Present exactly, and only, the lines running from the line that contains "Which roads connect" through the end of the entries below.

▽

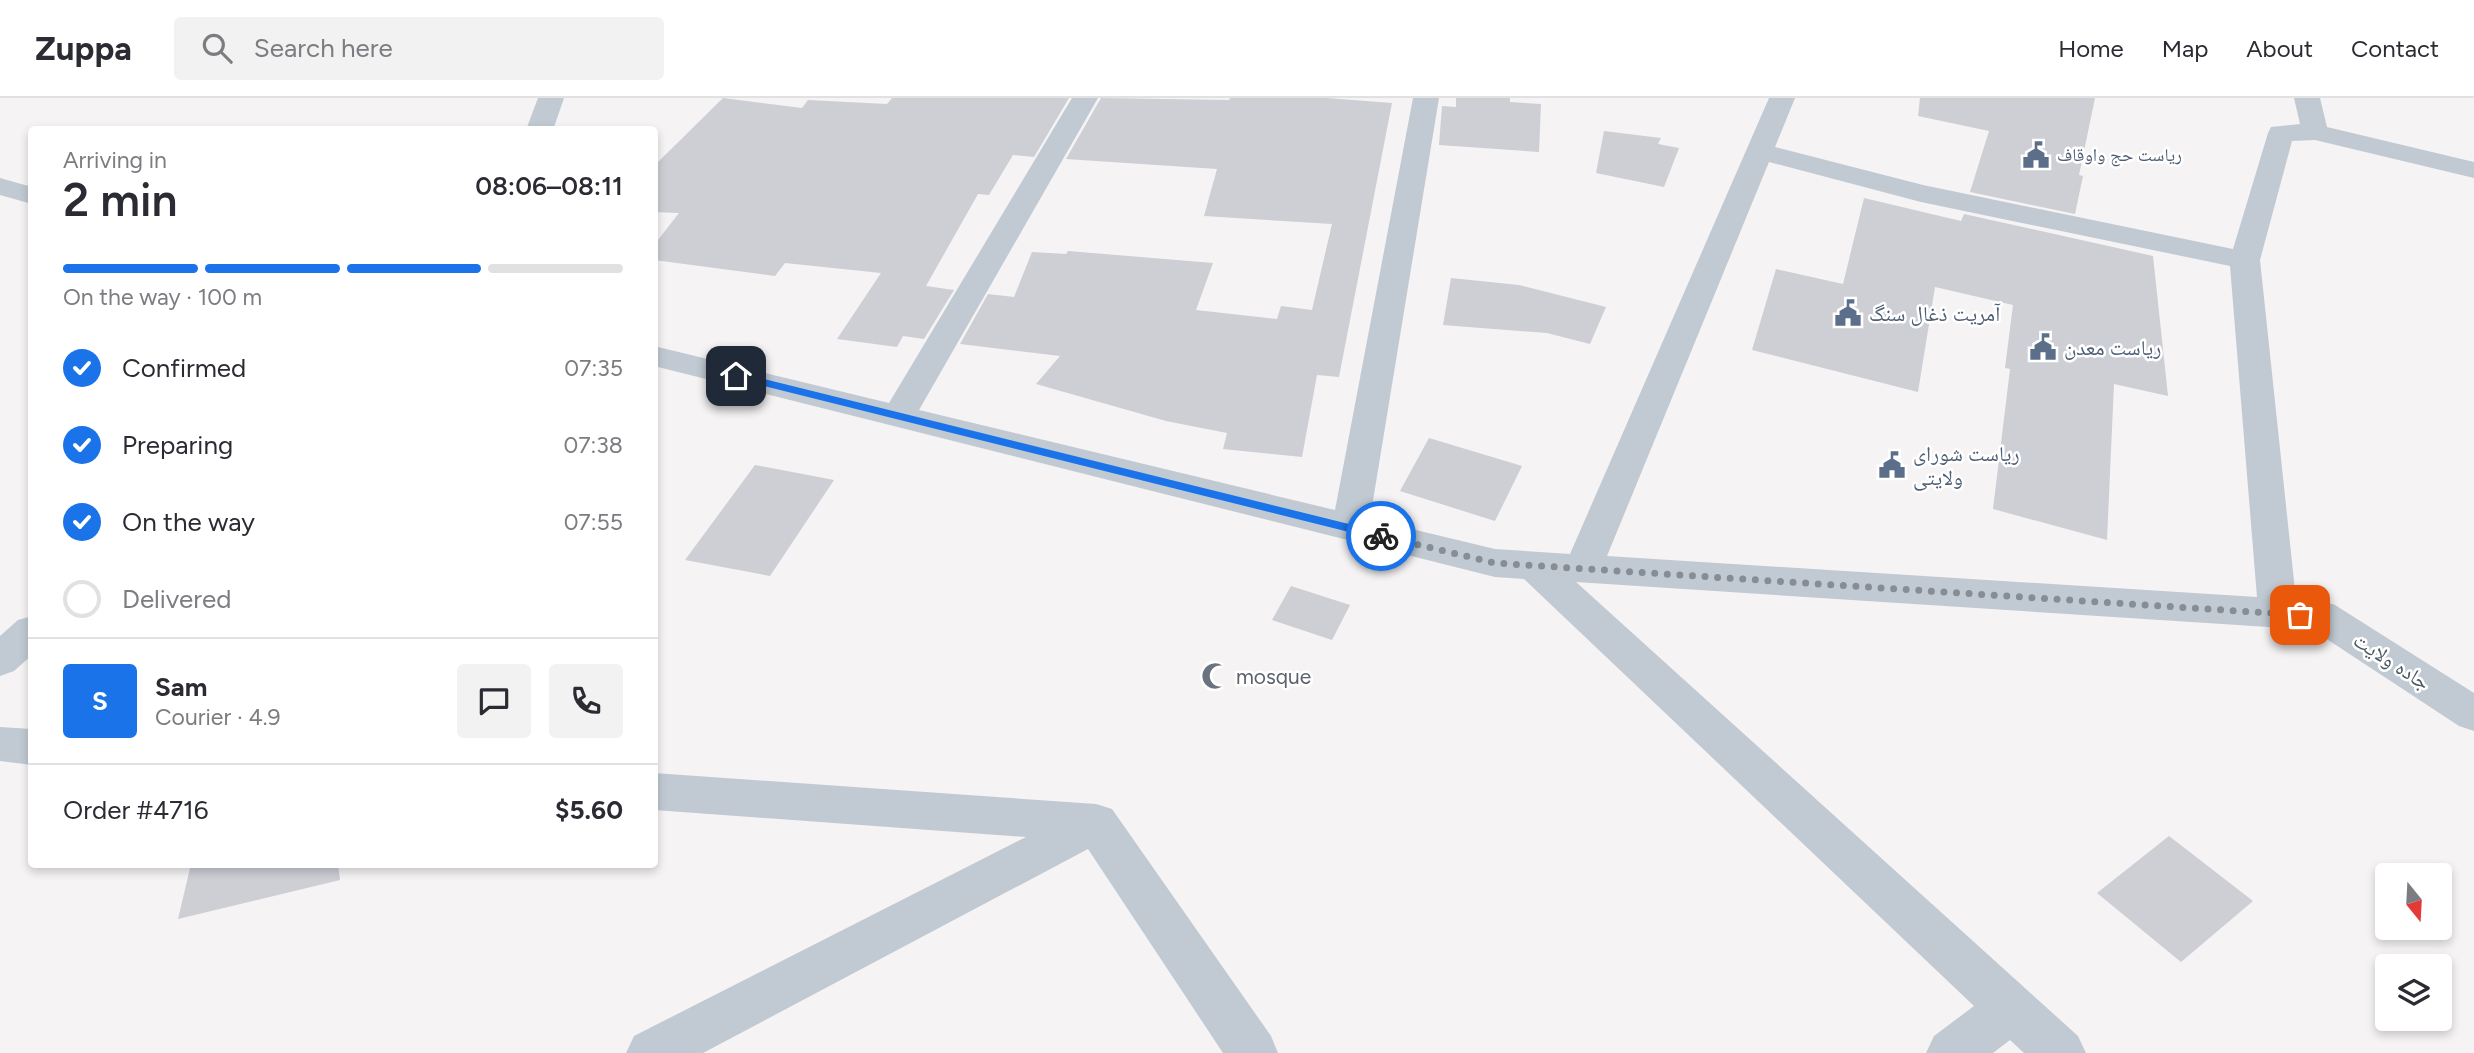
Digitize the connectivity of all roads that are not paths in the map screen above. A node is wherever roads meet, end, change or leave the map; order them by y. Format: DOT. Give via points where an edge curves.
graph roads {
  1 [pos="551,98"];
  2 [pos="1086,98"];
  3 [pos="1426,98"];
  4 [pos="1782,98"];
  5 [pos="2307,98"];
  6 [pos="540,126"];
  7 [pos="2315,132"];
  8 [pos="1760,152"];
  9 [pos="2474,170"];
  10 [pos="0,186"];
  11 [pos="28,194"];
  12 [pos="2245,260"];
  13 [pos="658,356"];
  14 [pos="898,416"];
  15 [pos="1350,528"];
  16 [pos="1534,566"];
  17 [pos="1583,569"];
  18 [pos="2278,613"];
  19 [pos="28,635"];
  20 [pos="0,660"];
  21 [pos="2474,714"];
  22 [pos="0,744"];
  23 [pos="28,747"];
  24 [pos="658,791"];
  25 [pos="1096,823"];
  26 [pos="2012,1008"];
  27 [pos="652,1053"];
  28 [pos="1253,1053"];
  29 [pos="1952,1053"];
  30 [pos="2060,1053"];
  1 -- 6 [label="street"];
  2 -- 14 [label="street"];
  3 -- 15 [label="street"];
  4 -- 8 [label="street"];
  5 -- 7 [label="street"];
  7 -- 9 [label="street"];
  7 -- 12 [label="street" via="2281,133"];
  8 -- 12 [label="street" via="1921,192"];
  8 -- 17 [label="street"];
  10 -- 11 [label="street"];
  12 -- 18 [label="street"];
  13 -- 14 [label="street, جاده ولایت"];
  14 -- 15 [label="street, جاده ولایت"];
  15 -- 16 [label="street, جاده ولایت" via="1495,563"];
  16 -- 17 [label="street, جاده ولایت"];
  16 -- 26 [label="street"];
  17 -- 18 [label="street, جاده ولایت"];
  18 -- 21 [label="street, جاده ولایت" via="2321,616"];
  19 -- 20 [label="street"];
  22 -- 23 [label="street"];
  24 -- 25 [label="street"];
  25 -- 27 [label="street"];
  25 -- 28 [label="street"];
  26 -- 29 [label="street"];
  26 -- 30 [label="street"];
}
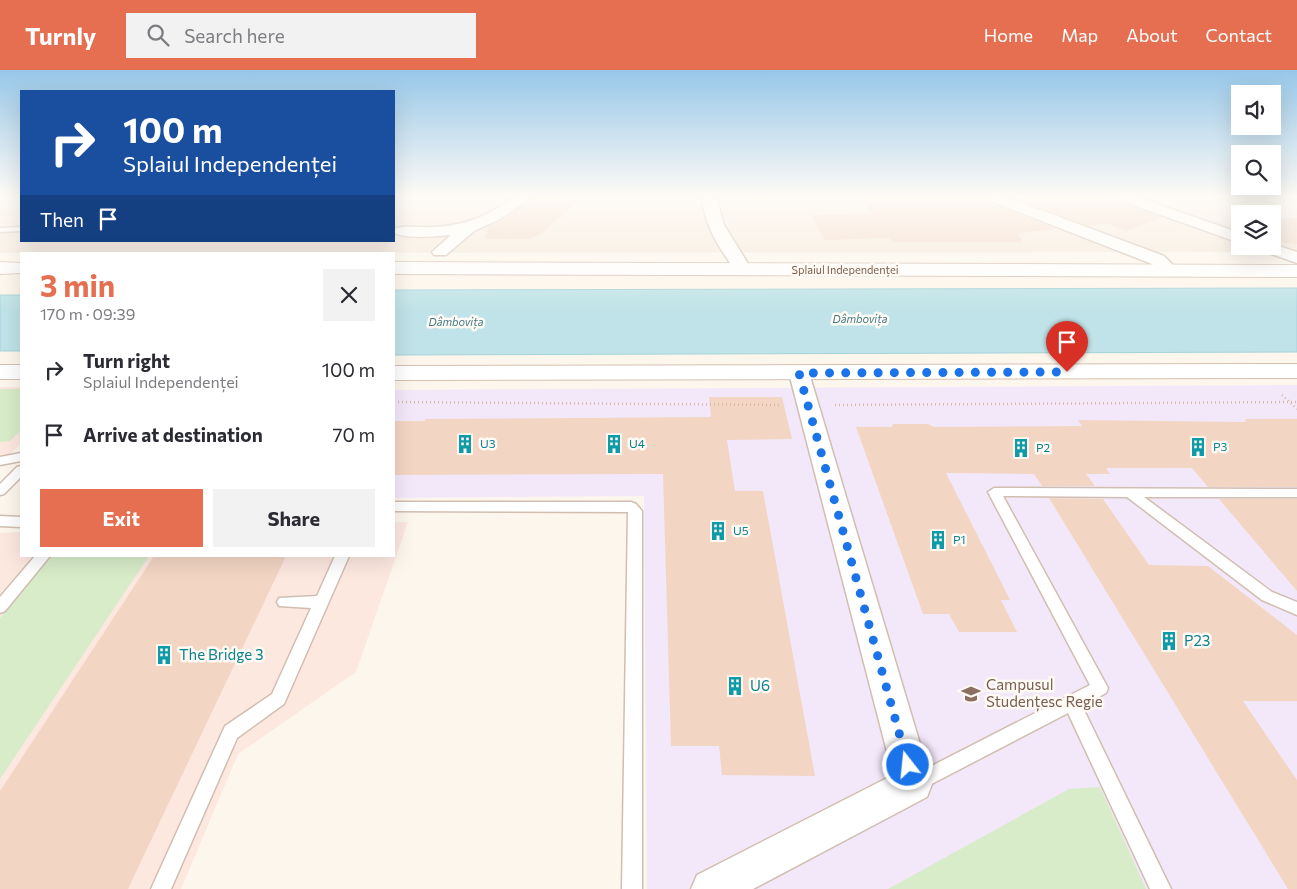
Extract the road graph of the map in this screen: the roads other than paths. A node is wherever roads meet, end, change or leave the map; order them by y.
1 (405, 235) edge
2 (462, 235) edge
3 (723, 235) edge
4 (1093, 235) edge
5 (1281, 253) edge
6 (1297, 258) edge
7 (438, 260) junction
8 (0, 268) edge
9 (20, 268) edge
10 (395, 268) edge
11 (744, 270) junction
12 (1171, 271) junction
13 (1297, 271) edge
14 (1297, 371) edge
15 (0, 372) edge
16 (20, 372) edge
17 (395, 373) edge
18 (799, 373) junction
19 (20, 457) edge
20 (0, 461) edge
21 (20, 471) edge
22 (0, 491) edge
23 (1129, 492) junction
24 (1297, 493) edge
25 (395, 507) edge
26 (0, 521) edge
27 (20, 522) edge
28 (42, 557) edge
29 (342, 557) edge
30 (284, 602) dead end
31 (322, 602) junction
32 (0, 607) edge
33 (1297, 609) edge
34 (1072, 703) junction
35 (914, 784) junction
36 (161, 889) edge
37 (632, 889) edge
38 (711, 889) edge
39 (1161, 889) edge

1 - 7 street
2 - 7 street
3 - 11 street
4 - 12 street
5 - 6 street
7 - 10 main road, Splaiul Independenței
7 - 11 main road, Splaiul Independenței
8 - 9 main road
11 - 12 main road, Splaiul Independenței
12 - 13 main road, Splaiul Independenței
14 - 18 main road
15 - 16 main road
17 - 18 main road
18 - 35 street
19 - 20 lane
21 - 22 lane
23 - 24 lane
23 - 33 lane
23 - 34 lane
25 - 37 lane
26 - 27 lane
28 - 32 lane
29 - 31 lane
30 - 31 lane
31 - 36 lane
34 - 35 lane
34 - 39 lane
35 - 38 street

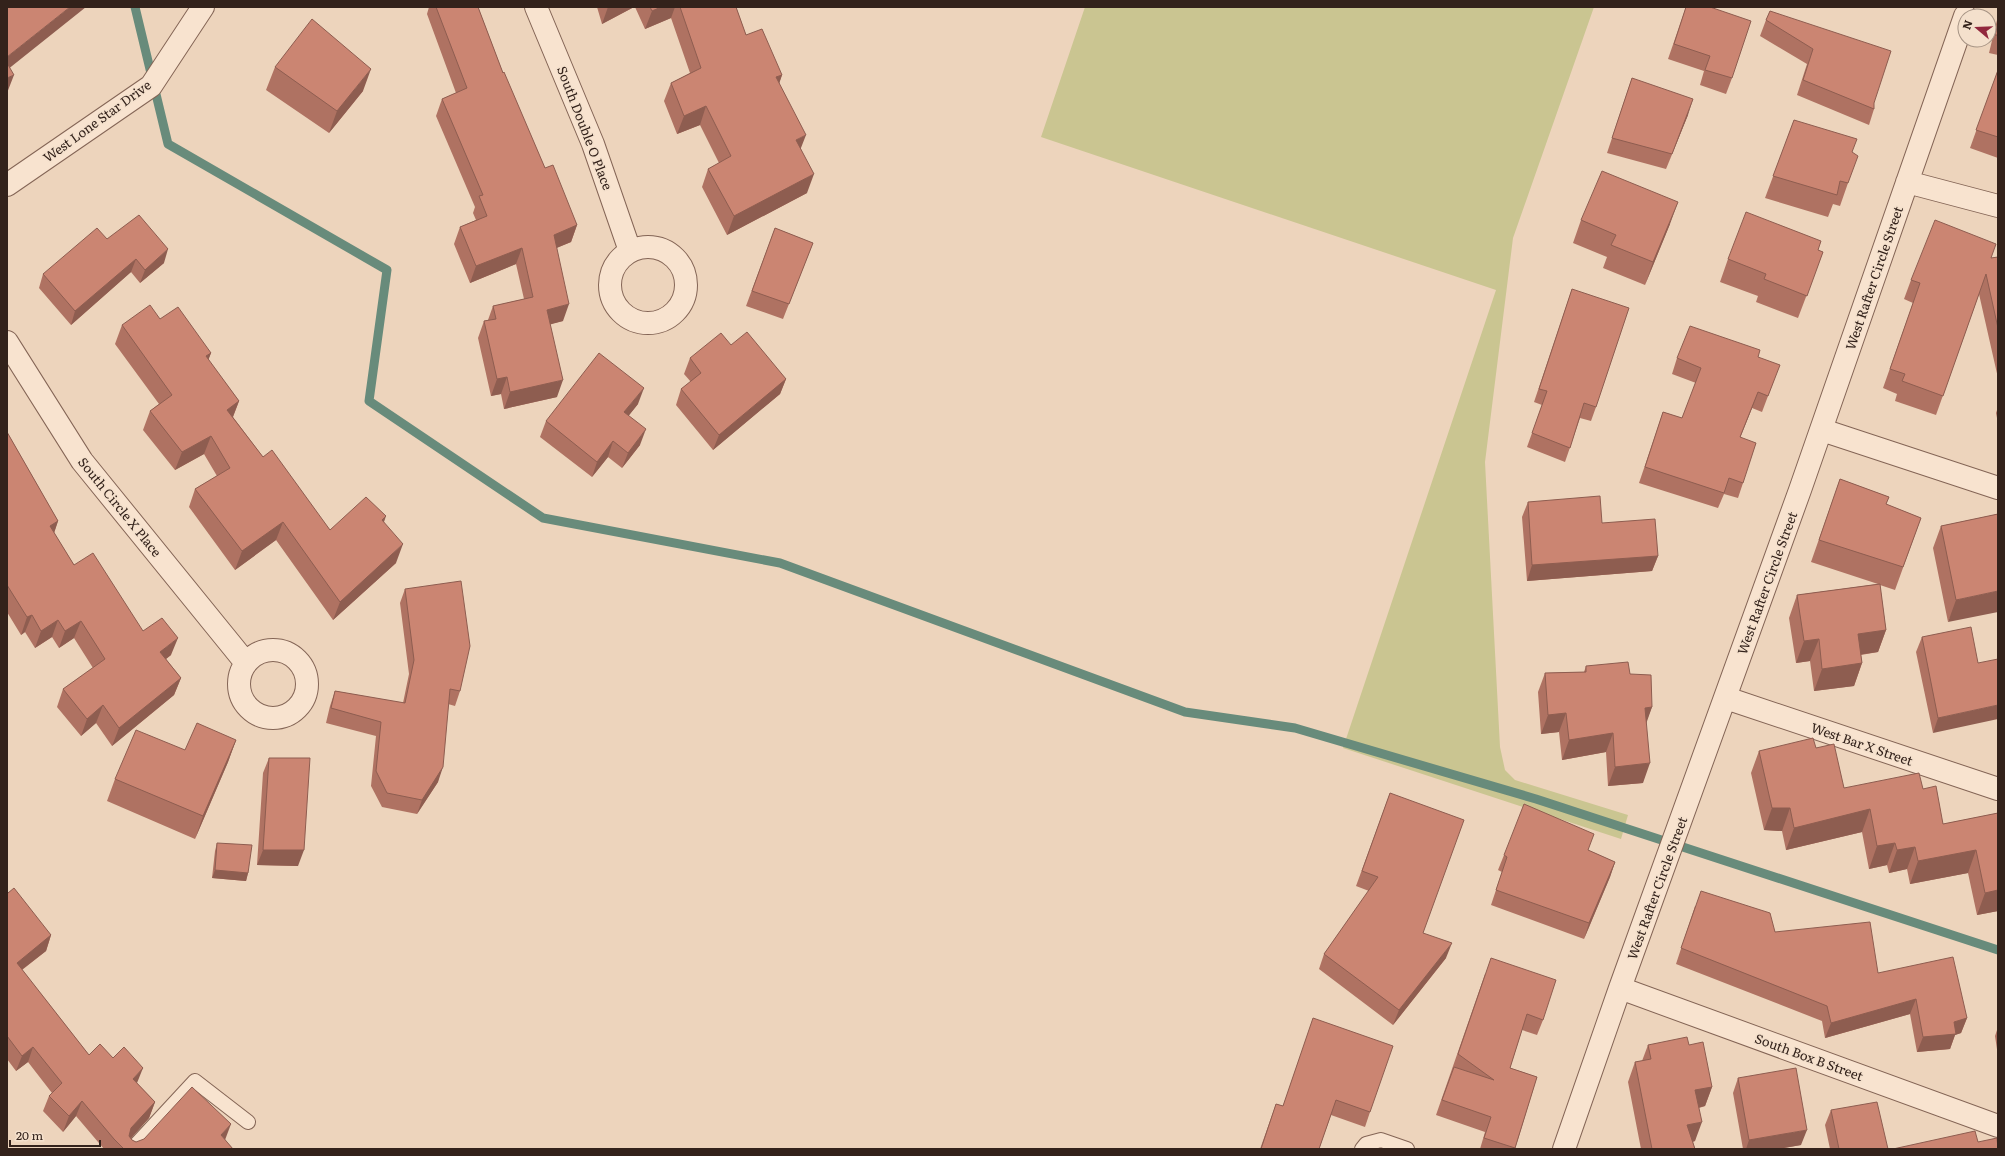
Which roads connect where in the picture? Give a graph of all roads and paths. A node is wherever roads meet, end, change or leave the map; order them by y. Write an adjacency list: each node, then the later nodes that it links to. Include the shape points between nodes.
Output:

△

§ FINISHED EXERCISE
Which roads connect where in the picture? Give a graph of all roads and paths. A node is wherever roads meet, end, change or leave the map; order them by y. Write an adjacency list: each node, then the later nodes that it links to. Include the shape points between nodes.
Output:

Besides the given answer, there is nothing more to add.